Records from a data source
┏━━

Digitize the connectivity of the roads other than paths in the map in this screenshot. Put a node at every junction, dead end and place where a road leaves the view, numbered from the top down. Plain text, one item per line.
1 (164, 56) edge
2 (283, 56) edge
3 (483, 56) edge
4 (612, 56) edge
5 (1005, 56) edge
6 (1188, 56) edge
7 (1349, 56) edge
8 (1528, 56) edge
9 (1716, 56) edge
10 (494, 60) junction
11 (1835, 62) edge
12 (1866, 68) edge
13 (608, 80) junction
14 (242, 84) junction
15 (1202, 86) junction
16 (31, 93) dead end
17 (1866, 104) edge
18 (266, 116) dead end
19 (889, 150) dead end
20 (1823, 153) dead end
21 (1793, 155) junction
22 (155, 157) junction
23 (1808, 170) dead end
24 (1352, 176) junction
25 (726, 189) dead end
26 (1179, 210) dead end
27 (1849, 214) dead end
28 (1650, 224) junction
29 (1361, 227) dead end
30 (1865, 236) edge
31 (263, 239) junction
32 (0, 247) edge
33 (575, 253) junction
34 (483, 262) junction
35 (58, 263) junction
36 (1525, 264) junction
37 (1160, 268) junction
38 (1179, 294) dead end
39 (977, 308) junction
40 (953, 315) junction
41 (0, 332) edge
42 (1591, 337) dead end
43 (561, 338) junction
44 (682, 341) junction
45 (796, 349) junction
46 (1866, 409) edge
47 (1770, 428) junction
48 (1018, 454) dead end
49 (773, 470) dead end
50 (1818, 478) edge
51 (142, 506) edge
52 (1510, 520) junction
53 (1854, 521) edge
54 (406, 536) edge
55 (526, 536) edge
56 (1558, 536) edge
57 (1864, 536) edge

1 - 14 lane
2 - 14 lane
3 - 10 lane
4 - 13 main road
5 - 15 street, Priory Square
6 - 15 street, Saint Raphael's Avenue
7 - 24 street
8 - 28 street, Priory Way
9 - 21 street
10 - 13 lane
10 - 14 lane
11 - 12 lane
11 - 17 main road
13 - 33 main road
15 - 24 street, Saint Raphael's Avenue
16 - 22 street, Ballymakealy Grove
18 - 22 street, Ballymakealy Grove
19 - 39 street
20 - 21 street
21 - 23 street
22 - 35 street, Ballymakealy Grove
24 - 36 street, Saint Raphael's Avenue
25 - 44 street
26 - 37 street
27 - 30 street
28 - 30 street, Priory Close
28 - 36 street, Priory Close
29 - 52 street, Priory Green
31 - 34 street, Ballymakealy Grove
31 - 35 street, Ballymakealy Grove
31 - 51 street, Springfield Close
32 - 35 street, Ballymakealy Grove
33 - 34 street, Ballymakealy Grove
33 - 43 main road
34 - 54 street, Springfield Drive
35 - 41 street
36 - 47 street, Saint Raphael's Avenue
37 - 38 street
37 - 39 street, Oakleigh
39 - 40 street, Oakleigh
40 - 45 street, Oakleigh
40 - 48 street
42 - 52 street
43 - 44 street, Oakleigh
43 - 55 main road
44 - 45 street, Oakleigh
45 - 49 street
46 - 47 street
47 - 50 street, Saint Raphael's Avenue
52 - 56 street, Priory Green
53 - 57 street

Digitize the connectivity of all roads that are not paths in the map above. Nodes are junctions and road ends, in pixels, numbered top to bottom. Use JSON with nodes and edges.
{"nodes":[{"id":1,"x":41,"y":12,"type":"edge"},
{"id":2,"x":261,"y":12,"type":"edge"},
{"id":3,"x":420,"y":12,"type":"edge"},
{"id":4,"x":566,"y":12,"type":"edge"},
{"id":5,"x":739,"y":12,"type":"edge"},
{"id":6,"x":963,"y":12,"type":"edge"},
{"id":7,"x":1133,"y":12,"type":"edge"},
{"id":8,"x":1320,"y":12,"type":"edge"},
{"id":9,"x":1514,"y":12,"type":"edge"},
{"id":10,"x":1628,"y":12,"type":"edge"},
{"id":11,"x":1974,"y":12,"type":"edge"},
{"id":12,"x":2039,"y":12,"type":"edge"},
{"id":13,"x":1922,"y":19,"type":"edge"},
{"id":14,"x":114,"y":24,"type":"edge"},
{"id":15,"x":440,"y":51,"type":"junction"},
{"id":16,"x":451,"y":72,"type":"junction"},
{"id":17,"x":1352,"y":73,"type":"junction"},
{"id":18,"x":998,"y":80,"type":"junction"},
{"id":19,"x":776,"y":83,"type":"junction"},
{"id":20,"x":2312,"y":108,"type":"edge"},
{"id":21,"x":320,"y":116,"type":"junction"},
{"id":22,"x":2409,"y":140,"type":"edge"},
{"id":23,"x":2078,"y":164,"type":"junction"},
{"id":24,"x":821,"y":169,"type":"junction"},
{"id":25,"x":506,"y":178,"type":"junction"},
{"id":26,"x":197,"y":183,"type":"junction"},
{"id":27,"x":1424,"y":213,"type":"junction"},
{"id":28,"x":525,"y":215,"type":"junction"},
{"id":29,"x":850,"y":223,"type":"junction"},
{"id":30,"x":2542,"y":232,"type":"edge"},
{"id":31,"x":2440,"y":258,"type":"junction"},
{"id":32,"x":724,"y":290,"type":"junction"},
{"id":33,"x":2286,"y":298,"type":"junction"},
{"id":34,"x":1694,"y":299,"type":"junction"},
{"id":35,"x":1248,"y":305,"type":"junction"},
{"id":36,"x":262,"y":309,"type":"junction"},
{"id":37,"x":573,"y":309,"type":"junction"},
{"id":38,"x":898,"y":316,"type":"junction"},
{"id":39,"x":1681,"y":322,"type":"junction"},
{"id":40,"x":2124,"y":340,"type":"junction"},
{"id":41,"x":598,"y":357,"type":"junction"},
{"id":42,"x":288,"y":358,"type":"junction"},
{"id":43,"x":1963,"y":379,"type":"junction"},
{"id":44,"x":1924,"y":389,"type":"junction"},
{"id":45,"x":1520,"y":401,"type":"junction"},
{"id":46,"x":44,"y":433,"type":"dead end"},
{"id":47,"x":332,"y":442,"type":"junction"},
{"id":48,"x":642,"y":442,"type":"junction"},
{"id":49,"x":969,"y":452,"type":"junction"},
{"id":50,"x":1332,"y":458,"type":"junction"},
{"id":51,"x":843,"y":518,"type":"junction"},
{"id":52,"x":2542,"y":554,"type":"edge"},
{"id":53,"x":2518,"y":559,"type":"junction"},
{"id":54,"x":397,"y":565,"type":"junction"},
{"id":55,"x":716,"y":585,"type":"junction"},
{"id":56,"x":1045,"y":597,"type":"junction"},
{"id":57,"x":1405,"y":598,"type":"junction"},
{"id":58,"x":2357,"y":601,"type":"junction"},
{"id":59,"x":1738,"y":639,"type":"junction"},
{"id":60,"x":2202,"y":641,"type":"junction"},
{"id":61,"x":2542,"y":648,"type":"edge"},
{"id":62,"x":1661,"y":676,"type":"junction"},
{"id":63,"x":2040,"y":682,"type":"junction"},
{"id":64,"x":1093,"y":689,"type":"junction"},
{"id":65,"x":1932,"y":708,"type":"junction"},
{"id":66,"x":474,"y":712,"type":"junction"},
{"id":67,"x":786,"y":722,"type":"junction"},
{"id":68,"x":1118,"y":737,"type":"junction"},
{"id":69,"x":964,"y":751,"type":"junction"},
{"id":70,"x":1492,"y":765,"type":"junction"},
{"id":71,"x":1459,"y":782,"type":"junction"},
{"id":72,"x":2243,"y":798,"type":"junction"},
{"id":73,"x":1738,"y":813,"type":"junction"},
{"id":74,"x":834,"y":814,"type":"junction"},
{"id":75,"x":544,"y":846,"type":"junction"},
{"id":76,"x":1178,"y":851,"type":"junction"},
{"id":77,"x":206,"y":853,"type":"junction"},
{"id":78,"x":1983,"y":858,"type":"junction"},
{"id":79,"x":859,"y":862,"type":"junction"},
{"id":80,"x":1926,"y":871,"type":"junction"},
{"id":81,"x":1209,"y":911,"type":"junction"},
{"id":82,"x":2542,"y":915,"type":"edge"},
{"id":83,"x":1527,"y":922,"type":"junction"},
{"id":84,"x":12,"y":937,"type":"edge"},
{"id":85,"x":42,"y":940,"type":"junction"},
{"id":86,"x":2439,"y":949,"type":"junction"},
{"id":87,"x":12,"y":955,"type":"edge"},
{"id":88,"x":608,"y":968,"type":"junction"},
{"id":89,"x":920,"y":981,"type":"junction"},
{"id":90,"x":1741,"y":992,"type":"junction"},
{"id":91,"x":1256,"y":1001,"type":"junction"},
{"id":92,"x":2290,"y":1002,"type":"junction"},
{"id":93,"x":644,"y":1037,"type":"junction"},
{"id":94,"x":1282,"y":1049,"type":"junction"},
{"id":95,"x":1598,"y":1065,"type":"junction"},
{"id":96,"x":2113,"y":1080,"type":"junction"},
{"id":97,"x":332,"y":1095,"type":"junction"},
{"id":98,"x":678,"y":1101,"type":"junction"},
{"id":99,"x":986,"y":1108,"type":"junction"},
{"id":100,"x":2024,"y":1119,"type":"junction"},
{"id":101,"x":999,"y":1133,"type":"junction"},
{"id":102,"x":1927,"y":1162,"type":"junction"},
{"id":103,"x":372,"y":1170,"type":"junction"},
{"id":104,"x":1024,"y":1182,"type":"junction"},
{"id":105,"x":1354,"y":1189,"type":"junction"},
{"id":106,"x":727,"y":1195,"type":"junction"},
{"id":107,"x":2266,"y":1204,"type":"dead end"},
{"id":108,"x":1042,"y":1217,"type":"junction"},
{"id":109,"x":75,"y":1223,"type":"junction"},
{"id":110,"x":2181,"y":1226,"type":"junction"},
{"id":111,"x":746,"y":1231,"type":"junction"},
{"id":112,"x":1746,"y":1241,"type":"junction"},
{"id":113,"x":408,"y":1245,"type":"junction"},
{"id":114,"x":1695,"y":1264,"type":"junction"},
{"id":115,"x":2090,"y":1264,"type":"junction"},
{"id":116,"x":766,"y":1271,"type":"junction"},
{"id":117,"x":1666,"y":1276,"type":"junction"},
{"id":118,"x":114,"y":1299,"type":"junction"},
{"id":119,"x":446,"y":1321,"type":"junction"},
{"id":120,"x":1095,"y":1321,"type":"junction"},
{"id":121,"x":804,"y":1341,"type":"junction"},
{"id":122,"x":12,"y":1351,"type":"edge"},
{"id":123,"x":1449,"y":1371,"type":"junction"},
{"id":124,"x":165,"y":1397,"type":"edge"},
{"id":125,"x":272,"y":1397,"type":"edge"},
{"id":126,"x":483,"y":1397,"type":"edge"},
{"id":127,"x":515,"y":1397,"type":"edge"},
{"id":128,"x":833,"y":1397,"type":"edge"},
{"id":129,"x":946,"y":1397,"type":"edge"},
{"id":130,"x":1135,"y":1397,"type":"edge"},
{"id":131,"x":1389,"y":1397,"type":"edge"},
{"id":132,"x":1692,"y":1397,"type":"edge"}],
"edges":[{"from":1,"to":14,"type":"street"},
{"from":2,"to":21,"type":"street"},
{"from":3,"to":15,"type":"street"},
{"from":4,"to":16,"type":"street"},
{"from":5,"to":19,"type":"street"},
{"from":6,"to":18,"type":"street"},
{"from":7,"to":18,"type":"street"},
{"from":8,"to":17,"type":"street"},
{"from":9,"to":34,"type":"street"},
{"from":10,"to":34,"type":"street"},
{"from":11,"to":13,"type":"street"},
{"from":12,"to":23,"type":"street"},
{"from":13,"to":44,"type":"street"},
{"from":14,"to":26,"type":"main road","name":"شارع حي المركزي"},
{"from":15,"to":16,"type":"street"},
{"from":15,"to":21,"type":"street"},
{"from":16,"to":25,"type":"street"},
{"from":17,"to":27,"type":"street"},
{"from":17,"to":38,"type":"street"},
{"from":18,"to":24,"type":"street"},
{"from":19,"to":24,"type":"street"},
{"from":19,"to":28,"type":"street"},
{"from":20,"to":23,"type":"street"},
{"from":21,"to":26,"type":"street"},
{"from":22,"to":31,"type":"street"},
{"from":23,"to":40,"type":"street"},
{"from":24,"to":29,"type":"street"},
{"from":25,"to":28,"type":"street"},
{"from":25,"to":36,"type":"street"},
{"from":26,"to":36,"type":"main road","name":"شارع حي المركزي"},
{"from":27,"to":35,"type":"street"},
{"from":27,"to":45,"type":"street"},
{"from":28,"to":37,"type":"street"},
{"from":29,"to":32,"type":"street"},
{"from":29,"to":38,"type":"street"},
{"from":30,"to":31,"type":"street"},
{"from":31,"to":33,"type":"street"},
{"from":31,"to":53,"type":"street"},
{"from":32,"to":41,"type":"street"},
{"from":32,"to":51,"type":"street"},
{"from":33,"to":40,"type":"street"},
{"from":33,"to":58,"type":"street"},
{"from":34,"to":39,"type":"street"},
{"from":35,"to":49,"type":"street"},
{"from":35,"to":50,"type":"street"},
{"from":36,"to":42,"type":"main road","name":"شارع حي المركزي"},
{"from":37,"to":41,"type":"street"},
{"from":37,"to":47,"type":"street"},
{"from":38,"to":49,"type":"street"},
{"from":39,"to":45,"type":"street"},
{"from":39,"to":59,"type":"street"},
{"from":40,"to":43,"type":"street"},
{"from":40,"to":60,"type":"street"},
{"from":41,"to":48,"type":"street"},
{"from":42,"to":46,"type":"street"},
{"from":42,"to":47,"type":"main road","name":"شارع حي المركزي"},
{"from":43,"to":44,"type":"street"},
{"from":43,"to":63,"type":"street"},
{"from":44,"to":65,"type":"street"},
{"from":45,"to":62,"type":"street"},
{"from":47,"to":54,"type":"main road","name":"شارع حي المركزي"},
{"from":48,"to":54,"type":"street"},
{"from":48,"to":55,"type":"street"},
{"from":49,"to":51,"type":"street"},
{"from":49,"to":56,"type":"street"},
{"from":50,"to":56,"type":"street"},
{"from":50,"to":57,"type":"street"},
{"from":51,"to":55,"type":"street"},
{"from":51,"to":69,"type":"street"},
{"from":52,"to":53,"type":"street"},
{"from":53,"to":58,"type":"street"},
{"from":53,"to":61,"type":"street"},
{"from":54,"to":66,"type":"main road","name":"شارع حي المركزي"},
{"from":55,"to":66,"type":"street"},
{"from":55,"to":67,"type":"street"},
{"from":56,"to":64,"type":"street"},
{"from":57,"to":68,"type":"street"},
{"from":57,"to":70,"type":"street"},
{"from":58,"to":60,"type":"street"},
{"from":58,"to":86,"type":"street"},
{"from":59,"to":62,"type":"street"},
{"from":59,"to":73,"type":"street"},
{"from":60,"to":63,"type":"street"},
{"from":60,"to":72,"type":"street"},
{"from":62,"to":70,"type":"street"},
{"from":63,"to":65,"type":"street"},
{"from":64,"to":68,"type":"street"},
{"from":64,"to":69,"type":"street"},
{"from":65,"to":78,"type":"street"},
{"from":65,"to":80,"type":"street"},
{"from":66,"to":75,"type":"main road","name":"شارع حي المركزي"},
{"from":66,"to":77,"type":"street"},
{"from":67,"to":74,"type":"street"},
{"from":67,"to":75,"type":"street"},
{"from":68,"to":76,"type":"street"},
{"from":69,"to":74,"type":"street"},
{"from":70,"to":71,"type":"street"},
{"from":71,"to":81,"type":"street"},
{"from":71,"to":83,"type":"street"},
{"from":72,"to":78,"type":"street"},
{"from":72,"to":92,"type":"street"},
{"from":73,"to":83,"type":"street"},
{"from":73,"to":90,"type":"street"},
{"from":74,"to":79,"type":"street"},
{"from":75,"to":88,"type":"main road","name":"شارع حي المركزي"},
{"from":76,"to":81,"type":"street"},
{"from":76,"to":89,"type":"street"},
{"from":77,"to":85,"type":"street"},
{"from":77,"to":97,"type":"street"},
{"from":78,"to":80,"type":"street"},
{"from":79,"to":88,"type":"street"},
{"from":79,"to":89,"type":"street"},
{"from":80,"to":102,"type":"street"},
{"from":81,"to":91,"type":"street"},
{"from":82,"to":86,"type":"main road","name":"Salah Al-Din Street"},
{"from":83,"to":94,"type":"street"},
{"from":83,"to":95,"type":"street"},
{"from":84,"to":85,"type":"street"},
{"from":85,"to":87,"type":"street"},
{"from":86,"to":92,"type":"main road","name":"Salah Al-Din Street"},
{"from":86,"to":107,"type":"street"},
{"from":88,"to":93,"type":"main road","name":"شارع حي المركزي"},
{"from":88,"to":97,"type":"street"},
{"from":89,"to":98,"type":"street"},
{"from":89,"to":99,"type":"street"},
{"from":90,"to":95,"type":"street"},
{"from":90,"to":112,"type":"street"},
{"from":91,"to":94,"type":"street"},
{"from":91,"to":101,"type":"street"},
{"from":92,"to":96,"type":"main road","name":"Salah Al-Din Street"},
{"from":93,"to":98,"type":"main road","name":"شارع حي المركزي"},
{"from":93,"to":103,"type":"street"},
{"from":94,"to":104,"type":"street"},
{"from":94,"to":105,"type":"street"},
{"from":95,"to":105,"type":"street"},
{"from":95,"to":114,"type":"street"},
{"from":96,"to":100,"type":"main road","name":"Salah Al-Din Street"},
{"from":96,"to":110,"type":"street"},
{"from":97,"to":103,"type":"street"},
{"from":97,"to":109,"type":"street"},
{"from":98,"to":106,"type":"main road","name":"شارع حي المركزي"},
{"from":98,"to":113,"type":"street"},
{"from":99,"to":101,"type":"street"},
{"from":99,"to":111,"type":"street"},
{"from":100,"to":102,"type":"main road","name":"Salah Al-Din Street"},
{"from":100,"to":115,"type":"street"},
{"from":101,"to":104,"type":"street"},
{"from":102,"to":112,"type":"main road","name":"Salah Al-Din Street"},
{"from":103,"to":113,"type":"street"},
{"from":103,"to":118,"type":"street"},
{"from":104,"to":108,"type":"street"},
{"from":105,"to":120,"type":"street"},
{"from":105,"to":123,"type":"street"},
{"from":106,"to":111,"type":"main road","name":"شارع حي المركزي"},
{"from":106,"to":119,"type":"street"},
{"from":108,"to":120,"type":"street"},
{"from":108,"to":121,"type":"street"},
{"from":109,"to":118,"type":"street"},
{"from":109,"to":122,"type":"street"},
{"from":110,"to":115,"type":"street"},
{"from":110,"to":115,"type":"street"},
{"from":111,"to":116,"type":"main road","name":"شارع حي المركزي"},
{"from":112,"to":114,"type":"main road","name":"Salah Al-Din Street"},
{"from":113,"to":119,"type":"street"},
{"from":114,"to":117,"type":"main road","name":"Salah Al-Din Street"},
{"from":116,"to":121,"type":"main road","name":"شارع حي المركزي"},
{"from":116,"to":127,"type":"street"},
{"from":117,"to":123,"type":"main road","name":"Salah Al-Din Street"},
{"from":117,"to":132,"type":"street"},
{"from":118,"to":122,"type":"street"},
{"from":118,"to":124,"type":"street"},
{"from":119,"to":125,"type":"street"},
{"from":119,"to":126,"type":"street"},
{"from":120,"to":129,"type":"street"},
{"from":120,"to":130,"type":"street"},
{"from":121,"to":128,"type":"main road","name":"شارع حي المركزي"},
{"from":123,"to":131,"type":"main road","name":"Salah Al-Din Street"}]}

┗━━

Prompt
Lines containing the word "Ballymakealy" are to be pulled from the records and copied.

Output of the exercise
16 - 22 street, Ballymakealy Grove
18 - 22 street, Ballymakealy Grove
22 - 35 street, Ballymakealy Grove
31 - 34 street, Ballymakealy Grove
31 - 35 street, Ballymakealy Grove
32 - 35 street, Ballymakealy Grove
33 - 34 street, Ballymakealy Grove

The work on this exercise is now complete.